§ **WHAT YOU HAVE TO DO**
Where a line holds the word "Helena", copy that line from the data below.

§ **PROVIDED INFORMATION**
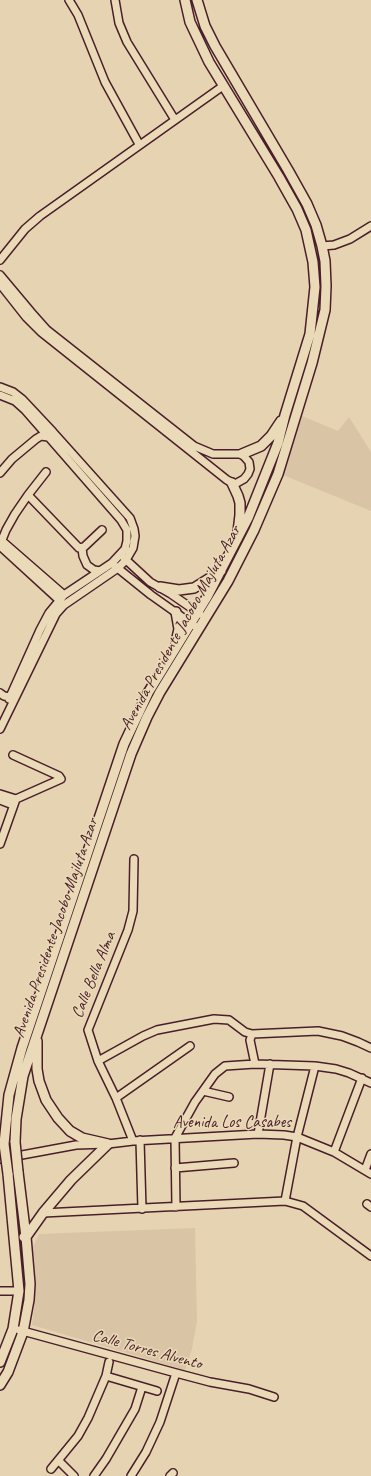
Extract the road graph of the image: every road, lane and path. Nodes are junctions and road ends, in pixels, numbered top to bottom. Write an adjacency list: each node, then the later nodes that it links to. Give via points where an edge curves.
1 (69, 0): 7 (street, via 78,15 105,82)
2 (115, 0): 6 (street, via 119,23 127,42)
3 (185, 0): 5 (main road, Avenida Presidente Jacobo Majluta Azar, via 198,41)
4 (198, 0): 9 (main road, Avenida Presidente Jacobo Majluta Azar, via 205,26 215,46 307,204)
5 (223, 86): 6 (street); 15 (main road, Avenida Presidente Jacobo Majluta Azar, via 297,209 306,230 313,262 315,287 310,334)
6 (175, 120): 7 (street)
7 (139, 144): 10 (street, via 40,216 25,229)
8 (371, 226): 9 (street, via 350,240)
9 (322, 246): 36 (main road, Avenida Presidente Jacobo Majluta Azar, via 326,286 325,310 312,363 278,474 254,530)
10 (0, 260)
11 (0, 275): 17 (street, via 47,330 194,446 213,454)
12 (0, 284): 20 (street, via 41,332)
13 (0, 387): 26 (street, via 22,399 130,518 134,529 134,543 130,554)
14 (0, 395): 16 (street, via 15,401)
15 (285, 414): 17 (main road, via 266,442); 23 (main road, Avenida Presidente Jacobo Majluta Azar, via 267,472)
16 (48, 437): 19 (street, via 41,436 36,439); 26 (street, via 121,520 127,530)
17 (242, 454): 20 (street, via 249,462 250,469 239,483)
18 (46, 472): 21 (street)
19 (0, 473)
20 (232, 483): 23 (main road, via 240,503)
21 (28, 495): 24 (street); 25 (street, via 76,546)
22 (102, 530): 25 (street)
23 (236, 540): 28 (main road, Avenida Presidente Jacobo Majluta Azar)
24 (0, 544): 33 (street)
25 (82, 548): 29 (street, via 87,565)
26 (123, 558): 27 (street); 30 (street)
27 (115, 566): 29 (street); 32 (street); 42 (street, via 56,614)
28 (222, 570): 31 (main road, via 194,588); 35 (main road, Avenida Presidente Jacobo Majluta Azar)
29 (100, 572): 33 (street)
30 (150, 581): 31 (street); 32 (street)
31 (160, 588): 35 (street)
32 (144, 589): 34 (street)
33 (62, 598): 40 (street, via 49,613 40,630)
34 (176, 612): 37 (street); 38 (main road, via 179,628)
35 (198, 612): 36 (street); 37 (main road, Avenida Presidente Jacobo Majluta Azar)
36 (206, 618): 37 (main road, Avenida Presidente Jacobo Majluta Azar)
37 (195, 626): 38 (main road, Avenida Presidente Jacobo Majluta Azar); 49 (main road, Avenida Presidente Jacobo Majluta Azar, via 150,710 134,746)
38 (173, 651): 78 (main road, Avenida Presidente Jacobo Majluta Azar, bridge, via 138,711 124,744 20,1055 9,1095 4,1144)
39 (0, 693): 40 (street)
40 (10, 697): 41 (street)
41 (0, 719)
42 (0, 729)
43 (12, 755): 46 (street, via 61,778)
44 (0, 794): 46 (street)
45 (0, 800): 46 (street)
46 (15, 802): 47 (street)
47 (0, 844)
48 (134, 859): 53 (street, Calle Bella Alma, via 133,911 128,930 88,1030)
49 (37, 1034): 66 (main road, via 37,1069 46,1100 70,1131 82,1138); 77 (main road, Avenida Presidente Jacobo Majluta Azar, bridge, via 23,1076 16,1119 15,1142)
50 (252, 1034): 52 (street, via 318,1031 342,1036); 53 (street, via 229,1020 214,1019 157,1030); 54 (street, via 250,1040)
51 (190, 1046): 61 (street)
52 (371, 1048)
53 (98, 1061): 61 (street, Calle Bella Alma)
54 (255, 1064): 55 (street); 59 (street, via 225,1066 215,1074)
55 (270, 1064): 56 (street); 62 (street)
56 (315, 1066): 57 (street, via 336,1069); 63 (street)
57 (362, 1078): 58 (street); 67 (street)
58 (371, 1083)
59 (203, 1091): 60 (street); 64 (street)
60 (229, 1097)
61 (116, 1098): 65 (street, Calle Bella Alma)
62 (258, 1134): 63 (street, Avenida Los Casabes); 64 (street, Avenida Los Casabes)
63 (297, 1137): 67 (street, Avenida Los Casabes); 73 (street)
64 (175, 1138): 65 (street, Avenida Los Casabes); 71 (street)
65 (137, 1140): 66 (street, Avenida Los Casabes); 75 (street)
66 (108, 1144): 69 (street, Avenida Los Casabes, via 76,1145); 76 (main road, via 71,1180)
67 (334, 1152): 72 (street, Avenida Los Casabes)
68 (371, 1154): 72 (street)
69 (0, 1159)
70 (234, 1162): 71 (street)
71 (175, 1168): 74 (street)
72 (368, 1172)
73 (285, 1201): 74 (street); 79 (street, via 303,1206)
74 (176, 1207): 75 (street)
75 (142, 1209): 76 (street)
76 (44, 1213): 77 (main road)
77 (26, 1237): 78 (main road); 83 (main road, Avenida Presidente Jacobo Majluta Azar, via 30,1284)
78 (15, 1238): 81 (main road, Avenida Presidente Jacobo Majluta Azar)
79 (371, 1256)
80 (0, 1290): 81 (street)
81 (19, 1291): 82 (main road, Avenida Presidente Jacobo Majluta Azar)
82 (13, 1329): 83 (street, Calle Torres Alvento); 84 (main road, Avenida Presidente Jacobo Majluta Azar)
83 (23, 1332): 86 (street, Calle Torres Alvento); 88 (main road, Avenida Presidente Jacobo Majluta Azar, via 8,1372)
84 (0, 1362)
85 (109, 1362): 87 (street)
86 (176, 1374): 91 (street, Calle Torres Alvento, via 248,1388); 96 (street, via 160,1422 146,1452)
87 (106, 1376): 89 (street); 92 (street, via 88,1418)
88 (0, 1385)
89 (142, 1387): 90 (street); 95 (street, via 128,1422)
90 (157, 1391)
91 (274, 1397)
92 (59, 1461): 93 (street); 94 (street)
93 (51, 1469)
94 (74, 1476)
95 (94, 1476)
96 (130, 1476)

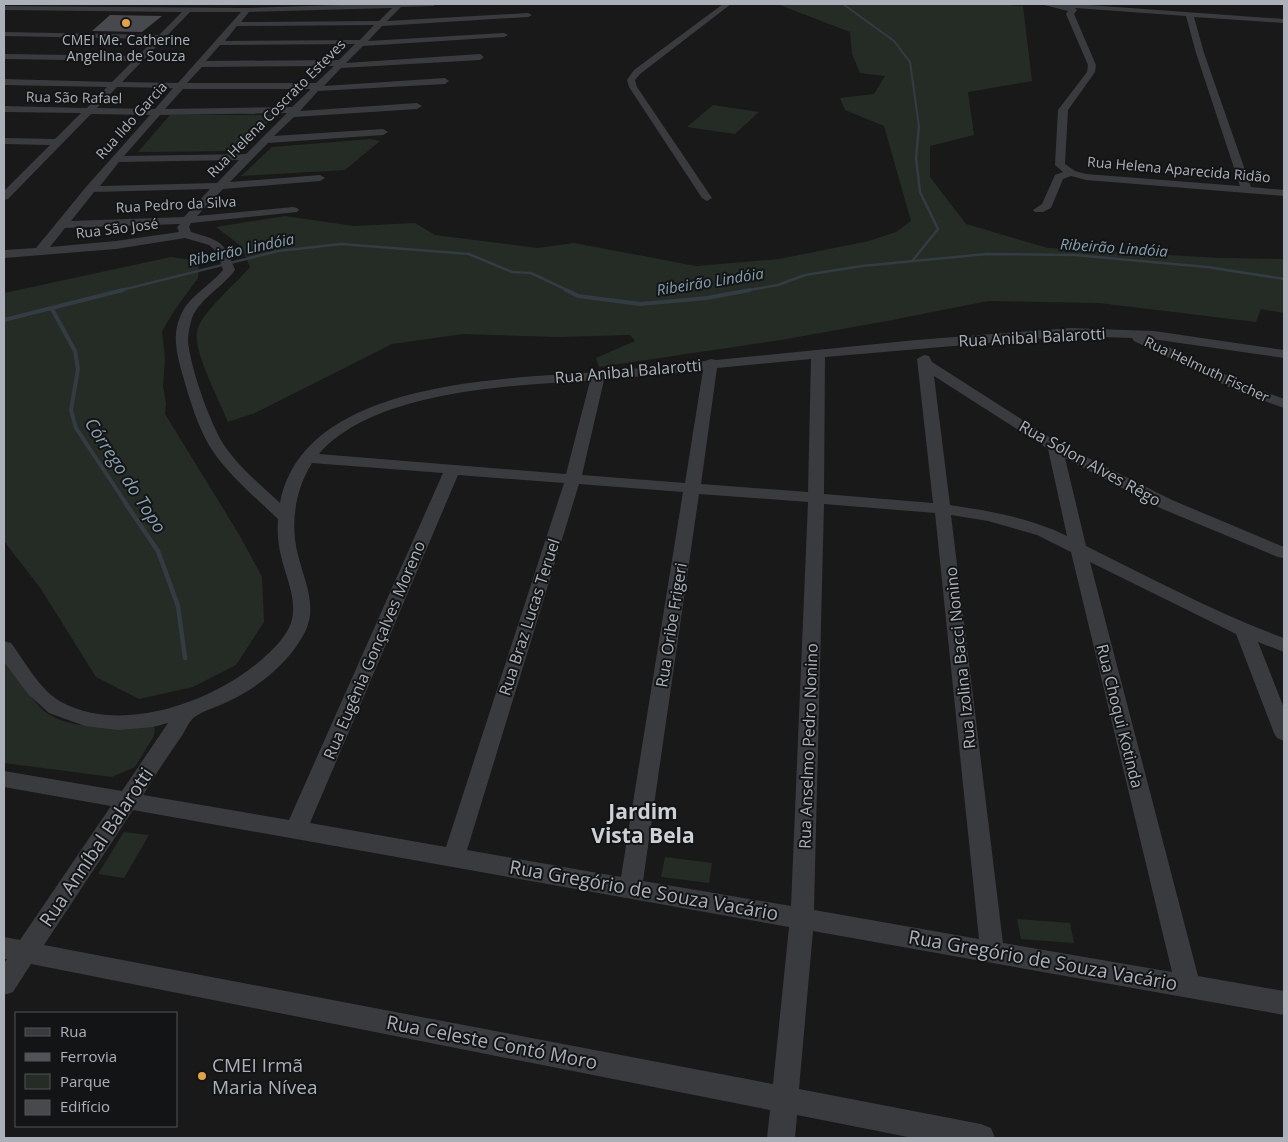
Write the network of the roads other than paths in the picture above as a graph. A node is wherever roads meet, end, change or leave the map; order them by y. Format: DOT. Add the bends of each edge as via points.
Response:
graph roads {
  1 [pos="73,4"];
  2 [pos="433,4"];
  3 [pos="727,4"];
  4 [pos="1036,4"];
  5 [pos="1044,4"];
  6 [pos="398,6"];
  7 [pos="5,9"];
  8 [pos="65,9"];
  9 [pos="188,10"];
  10 [pos="247,10"];
  11 [pos="1189,14"];
  12 [pos="528,15"];
  13 [pos="1284,21"];
  14 [pos="380,23"];
  15 [pos="235,24"];
  16 [pos="4,34"];
  17 [pos="504,35"];
  18 [pos="160,37"];
  19 [pos="219,43"];
  20 [pos="360,43"];
  21 [pos="4,56"];
  22 [pos="480,57"];
  23 [pos="141,59"];
  24 [pos="201,64"];
  25 [pos="339,64"];
  26 [pos="445,81"];
  27 [pos="4,82"];
  28 [pos="116,84"];
  29 [pos="182,86"];
  30 [pos="315,87"];
  31 [pos="417,106"];
  32 [pos="4,109"];
  33 [pos="89,111"];
  34 [pos="158,112"];
  35 [pos="292,112"];
  36 [pos="383,132"];
  37 [pos="4,140"];
  38 [pos="264,140"];
  39 [pos="57,142"];
  40 [pos="246,157"];
  41 [pos="116,159"];
  42 [pos="1071,173"];
  43 [pos="11,175"];
  44 [pos="25,176"];
  45 [pos="320,178"];
  46 [pos="219,186"];
  47 [pos="90,189"];
  48 [pos="1247,190"];
  49 [pos="1284,193"];
  50 [pos="4,197"];
  51 [pos="708,198"];
  52 [pos="293,210"];
  53 [pos="1039,210"];
  54 [pos="187,220"];
  55 [pos="60,225"];
  56 [pos="186,234"];
  57 [pos="39,252"];
  58 [pos="4,254"];
  59 [pos="1129,334"];
  60 [pos="916,344"];
  61 [pos="818,353"];
  62 [pos="1284,354"];
  63 [pos="711,363"];
  64 [pos="926,364"];
  65 [pos="598,376"];
  66 [pos="1284,404"];
  67 [pos="1055,446"];
  68 [pos="308,458"];
  69 [pos="452,470"];
  70 [pos="573,479"];
  71 [pos="692,489"];
  72 [pos="816,498"];
  73 [pos="944,509"];
  74 [pos="286,516"];
  75 [pos="1078,547"];
  76 [pos="1284,553"];
  77 [pos="1244,630"];
  78 [pos="1284,645"];
  79 [pos="4,648"];
  80 [pos="188,710"];
  81 [pos="1284,733"];
  82 [pos="4,779"];
  83 [pos="127,800"];
  84 [pos="296,830"];
  85 [pos="454,856"];
  86 [pos="631,887"];
  87 [pos="802,918"];
  88 [pos="14,950"];
  89 [pos="992,951"];
  90 [pos="4,984"];
  91 [pos="1188,986"];
  92 [pos="1284,1003"];
  93 [pos="785,1099"];
  94 [pos="781,1138"];
  95 [pos="981,1138"];
  1 -- 8 [label="street"];
  2 -- 6 [label="street"];
  3 -- 51 [label="street" via="637,72 631,80"];
  4 -- 5 [label="street"];
  5 -- 11 [label="street"];
  5 -- 42 [label="street" via="1073,10 1070,14 1092,65 1091,72 1064,110 1060,165"];
  6 -- 10 [label="street"];
  6 -- 14 [label="street, Rua Helena Coscrato Esteves"];
  7 -- 8 [label="street"];
  8 -- 9 [label="street"];
  9 -- 10 [label="street"];
  9 -- 18 [label="street"];
  10 -- 15 [label="street, Rua Ildo Garcia"];
  11 -- 13 [label="street"];
  11 -- 48 [label="street"];
  12 -- 14 [label="street"];
  14 -- 15 [label="street"];
  14 -- 20 [label="street, Rua Helena Coscrato Esteves"];
  15 -- 19 [label="street, Rua Ildo Garcia"];
  16 -- 18 [label="street"];
  17 -- 20 [label="street"];
  18 -- 23 [label="street"];
  19 -- 20 [label="street"];
  19 -- 24 [label="street, Rua Ildo Garcia"];
  20 -- 25 [label="street, Rua Helena Coscrato Esteves"];
  21 -- 23 [label="street"];
  22 -- 25 [label="street"];
  23 -- 28 [label="street"];
  24 -- 25 [label="street"];
  24 -- 29 [label="street, Rua Ildo Garcia"];
  25 -- 30 [label="street, Rua Helena Coscrato Esteves"];
  26 -- 30 [label="street"];
  27 -- 28 [label="street"];
  28 -- 29 [label="street"];
  28 -- 33 [label="street"];
  29 -- 30 [label="street"];
  29 -- 34 [label="street, Rua Ildo Garcia"];
  30 -- 35 [label="street, Rua Helena Coscrato Esteves"];
  31 -- 35 [label="street, Rua São Rafael"];
  32 -- 33 [label="street, Rua São Rafael"];
  33 -- 34 [label="street, Rua São Rafael"];
  33 -- 39 [label="street"];
  34 -- 35 [label="street, Rua São Rafael"];
  34 -- 41 [label="street, Rua Ildo Garcia"];
  35 -- 38 [label="street, Rua Helena Coscrato Esteves"];
  36 -- 38 [label="street"];
  37 -- 39 [label="street"];
  38 -- 40 [label="street, Rua Helena Coscrato Esteves"];
  39 -- 44 [label="street"];
  40 -- 41 [label="street"];
  40 -- 46 [label="street, Rua Helena Coscrato Esteves"];
  41 -- 47 [label="street, Rua Ildo Garcia"];
  42 -- 48 [label="street, Rua Helena Aparecida Ridão" via="1086,177"];
  42 -- 53 [label="street" via="1059,177 1047,206"];
  43 -- 44 [label="street"];
  44 -- 50 [label="street"];
  45 -- 46 [label="street"];
  46 -- 47 [label="street"];
  46 -- 54 [label="street, Rua Helena Coscrato Esteves"];
  47 -- 55 [label="street, Rua Ildo Garcia"];
  48 -- 49 [label="street, Rua Helena Aparecida Ridão"];
  52 -- 54 [label="street, Rua Pedro da Silva"];
  54 -- 55 [label="street, Rua Pedro da Silva"];
  54 -- 56 [label="street" via="183,227"];
  55 -- 57 [label="street, Rua Ildo Garcia"];
  56 -- 57 [label="street, Rua São José"];
  56 -- 74 [label="street, Rua São José" via="213,243 222,251 227,264 224,278 198,299 186,316 182,330 182,343 203,418 220,451"];
  57 -- 58 [label="street, Rua São José"];
  59 -- 60 [label="street, Rua Anibal Balarotti" via="1070,332"];
  59 -- 62 [label="street, Rua Anibal Balarotti" via="1174,337"];
  59 -- 66 [label="street, Rua Helmuth Fischer" via="1242,388"];
  60 -- 61 [label="street, Rua Anibal Balarotti"];
  60 -- 64 [label="street"];
  61 -- 63 [label="street, Rua Anibal Balarotti"];
  61 -- 72 [label="street, Rua Anselmo Pedro Nonino"];
  63 -- 65 [label="street, Rua Anibal Balarotti"];
  63 -- 71 [label="street, Rua Oribe Frigeri"];
  64 -- 67 [label="street, Rua Sólon Alves Rêgo"];
  64 -- 73 [label="street, Rua Izolina Bacci Nonino"];
  65 -- 68 [label="street, Rua Anibal Balarotti" via="469,388 402,400 353,421"];
  65 -- 70 [label="street, Rua Braz Lucas Teruel"];
  67 -- 75 [label="street, Rua Choqui Kotinda"];
  67 -- 76 [label="street, Rua Sólon Alves Rêgo" via="1166,504"];
  68 -- 69 [label="street"];
  68 -- 74 [label="street, Rua Anibal Balarotti" via="294,483"];
  69 -- 70 [label="street"];
  69 -- 84 [label="street, Rua Eugênia Gonçalves Moreno"];
  70 -- 71 [label="street"];
  70 -- 85 [label="street, Rua Braz Lucas Teruel"];
  71 -- 72 [label="street"];
  71 -- 86 [label="street, Rua Oribe Frigeri"];
  72 -- 73 [label="street"];
  72 -- 87 [label="street, Rua Anselmo Pedro Nonino"];
  73 -- 75 [label="street" via="989,516 1043,532"];
  73 -- 89 [label="street, Rua Izolina Bacci Nonino"];
  74 -- 80 [label="street, Rua Anibal Balarotti" via="288,552 303,606 297,631 279,656 254,679 222,698"];
  75 -- 77 [label="street"];
  75 -- 91 [label="street, Rua Choqui Kotinda"];
  77 -- 78 [label="street"];
  77 -- 81 [label="street"];
  79 -- 80 [label="street, Rua Anibal Balarotti" via="44,699 72,715 92,720 127,721"];
  80 -- 83 [label="street, Rua Anníbal Balarotti"];
  82 -- 83 [label="street, Rua Gregório de Souza Vacário"];
  83 -- 84 [label="street, Rua Gregório de Souza Vacário"];
  83 -- 88 [label="street, Rua Anníbal Balarotti"];
  84 -- 85 [label="street, Rua Gregório de Souza Vacário"];
  85 -- 86 [label="street, Rua Gregório de Souza Vacário"];
  86 -- 87 [label="street, Rua Gregório de Souza Vacário"];
  87 -- 89 [label="street, Rua Gregório de Souza Vacário"];
  87 -- 93 [label="street, Rua Anselmo Pedro Nonino"];
  88 -- 90 [label="street, Rua Anníbal Balarotti"];
  88 -- 93 [label="street, Rua Celeste Contó Moro"];
  89 -- 91 [label="street, Rua Gregório de Souza Vacário"];
  91 -- 92 [label="street, Rua Gregório de Souza Vacário"];
  93 -- 94 [label="street, Rua Anselmo Pedro Nonino"];
  93 -- 95 [label="street, Rua Celeste Contó Moro"];
}
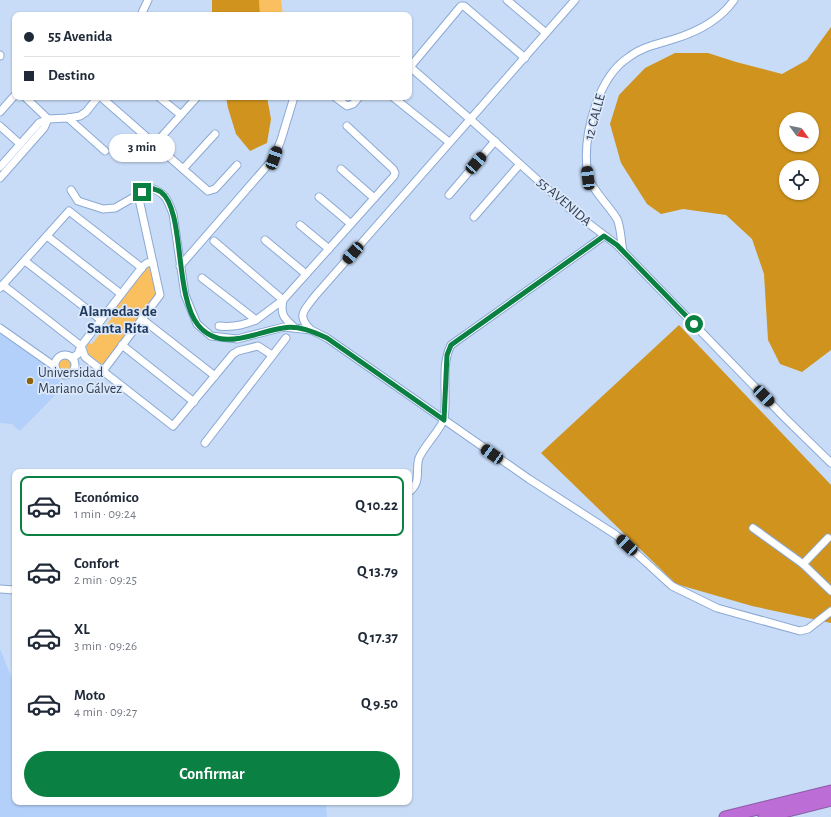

§ **RESULT OF THIS TASK**
  6 -- 14 [label="street, Rua Helena Coscrato Esteves"];
  14 -- 20 [label="street, Rua Helena Coscrato Esteves"];
  20 -- 25 [label="street, Rua Helena Coscrato Esteves"];
  25 -- 30 [label="street, Rua Helena Coscrato Esteves"];
  30 -- 35 [label="street, Rua Helena Coscrato Esteves"];
  35 -- 38 [label="street, Rua Helena Coscrato Esteves"];
  38 -- 40 [label="street, Rua Helena Coscrato Esteves"];
  40 -- 46 [label="street, Rua Helena Coscrato Esteves"];
  42 -- 48 [label="street, Rua Helena Aparecida Ridão" via="1086,177"];
  46 -- 54 [label="street, Rua Helena Coscrato Esteves"];
  48 -- 49 [label="street, Rua Helena Aparecida Ridão"];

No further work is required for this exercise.